* RAW DATA:
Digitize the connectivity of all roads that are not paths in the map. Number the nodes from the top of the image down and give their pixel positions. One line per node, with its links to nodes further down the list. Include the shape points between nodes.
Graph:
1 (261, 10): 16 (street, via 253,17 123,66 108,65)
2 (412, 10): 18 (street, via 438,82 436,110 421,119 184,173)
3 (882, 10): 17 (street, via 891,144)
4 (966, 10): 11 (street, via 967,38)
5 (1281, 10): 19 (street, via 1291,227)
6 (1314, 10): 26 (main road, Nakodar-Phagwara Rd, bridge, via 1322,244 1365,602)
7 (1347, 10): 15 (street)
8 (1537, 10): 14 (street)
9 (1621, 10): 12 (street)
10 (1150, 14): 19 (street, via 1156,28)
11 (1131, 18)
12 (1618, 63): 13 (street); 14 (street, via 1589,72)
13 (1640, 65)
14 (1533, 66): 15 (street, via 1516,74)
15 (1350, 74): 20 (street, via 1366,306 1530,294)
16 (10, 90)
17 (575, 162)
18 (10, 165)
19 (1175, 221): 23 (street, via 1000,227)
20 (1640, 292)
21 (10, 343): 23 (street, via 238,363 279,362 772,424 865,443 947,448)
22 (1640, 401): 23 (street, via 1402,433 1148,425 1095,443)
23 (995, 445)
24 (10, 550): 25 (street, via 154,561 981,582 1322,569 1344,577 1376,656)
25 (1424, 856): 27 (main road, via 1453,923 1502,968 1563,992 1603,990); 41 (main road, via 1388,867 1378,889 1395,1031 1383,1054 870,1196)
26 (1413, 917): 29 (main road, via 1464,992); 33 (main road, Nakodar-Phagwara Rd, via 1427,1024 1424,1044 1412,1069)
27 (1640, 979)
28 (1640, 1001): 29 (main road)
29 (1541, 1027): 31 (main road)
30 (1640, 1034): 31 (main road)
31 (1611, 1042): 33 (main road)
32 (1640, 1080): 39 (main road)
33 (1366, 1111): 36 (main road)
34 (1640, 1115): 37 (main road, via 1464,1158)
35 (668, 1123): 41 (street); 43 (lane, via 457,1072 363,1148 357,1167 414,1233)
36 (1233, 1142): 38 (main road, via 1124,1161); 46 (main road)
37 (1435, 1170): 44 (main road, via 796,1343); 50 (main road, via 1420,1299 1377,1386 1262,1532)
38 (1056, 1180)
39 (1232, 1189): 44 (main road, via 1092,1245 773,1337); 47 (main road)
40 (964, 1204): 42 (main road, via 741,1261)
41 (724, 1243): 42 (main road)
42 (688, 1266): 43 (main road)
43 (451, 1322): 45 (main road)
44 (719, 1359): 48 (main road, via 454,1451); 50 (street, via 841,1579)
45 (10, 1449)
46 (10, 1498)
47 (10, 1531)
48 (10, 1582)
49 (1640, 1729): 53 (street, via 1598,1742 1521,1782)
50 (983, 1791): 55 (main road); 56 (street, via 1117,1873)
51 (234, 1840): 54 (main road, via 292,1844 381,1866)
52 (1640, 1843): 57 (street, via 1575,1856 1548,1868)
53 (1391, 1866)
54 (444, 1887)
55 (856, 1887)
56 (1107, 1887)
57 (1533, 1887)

* TASK DETAILS: A full, exact repeat of the entries above is required.

* SOLVED PROBLEM:
Digitize the connectivity of all roads that are not paths in the map. Number the nodes from the top of the image down and give their pixel positions. One line per node, with its links to nodes further down the list. Include the shape points between nodes.
Graph:
1 (261, 10): 16 (street, via 253,17 123,66 108,65)
2 (412, 10): 18 (street, via 438,82 436,110 421,119 184,173)
3 (882, 10): 17 (street, via 891,144)
4 (966, 10): 11 (street, via 967,38)
5 (1281, 10): 19 (street, via 1291,227)
6 (1314, 10): 26 (main road, Nakodar-Phagwara Rd, bridge, via 1322,244 1365,602)
7 (1347, 10): 15 (street)
8 (1537, 10): 14 (street)
9 (1621, 10): 12 (street)
10 (1150, 14): 19 (street, via 1156,28)
11 (1131, 18)
12 (1618, 63): 13 (street); 14 (street, via 1589,72)
13 (1640, 65)
14 (1533, 66): 15 (street, via 1516,74)
15 (1350, 74): 20 (street, via 1366,306 1530,294)
16 (10, 90)
17 (575, 162)
18 (10, 165)
19 (1175, 221): 23 (street, via 1000,227)
20 (1640, 292)
21 (10, 343): 23 (street, via 238,363 279,362 772,424 865,443 947,448)
22 (1640, 401): 23 (street, via 1402,433 1148,425 1095,443)
23 (995, 445)
24 (10, 550): 25 (street, via 154,561 981,582 1322,569 1344,577 1376,656)
25 (1424, 856): 27 (main road, via 1453,923 1502,968 1563,992 1603,990); 41 (main road, via 1388,867 1378,889 1395,1031 1383,1054 870,1196)
26 (1413, 917): 29 (main road, via 1464,992); 33 (main road, Nakodar-Phagwara Rd, via 1427,1024 1424,1044 1412,1069)
27 (1640, 979)
28 (1640, 1001): 29 (main road)
29 (1541, 1027): 31 (main road)
30 (1640, 1034): 31 (main road)
31 (1611, 1042): 33 (main road)
32 (1640, 1080): 39 (main road)
33 (1366, 1111): 36 (main road)
34 (1640, 1115): 37 (main road, via 1464,1158)
35 (668, 1123): 41 (street); 43 (lane, via 457,1072 363,1148 357,1167 414,1233)
36 (1233, 1142): 38 (main road, via 1124,1161); 46 (main road)
37 (1435, 1170): 44 (main road, via 796,1343); 50 (main road, via 1420,1299 1377,1386 1262,1532)
38 (1056, 1180)
39 (1232, 1189): 44 (main road, via 1092,1245 773,1337); 47 (main road)
40 (964, 1204): 42 (main road, via 741,1261)
41 (724, 1243): 42 (main road)
42 (688, 1266): 43 (main road)
43 (451, 1322): 45 (main road)
44 (719, 1359): 48 (main road, via 454,1451); 50 (street, via 841,1579)
45 (10, 1449)
46 (10, 1498)
47 (10, 1531)
48 (10, 1582)
49 (1640, 1729): 53 (street, via 1598,1742 1521,1782)
50 (983, 1791): 55 (main road); 56 (street, via 1117,1873)
51 (234, 1840): 54 (main road, via 292,1844 381,1866)
52 (1640, 1843): 57 (street, via 1575,1856 1548,1868)
53 (1391, 1866)
54 (444, 1887)
55 (856, 1887)
56 (1107, 1887)
57 (1533, 1887)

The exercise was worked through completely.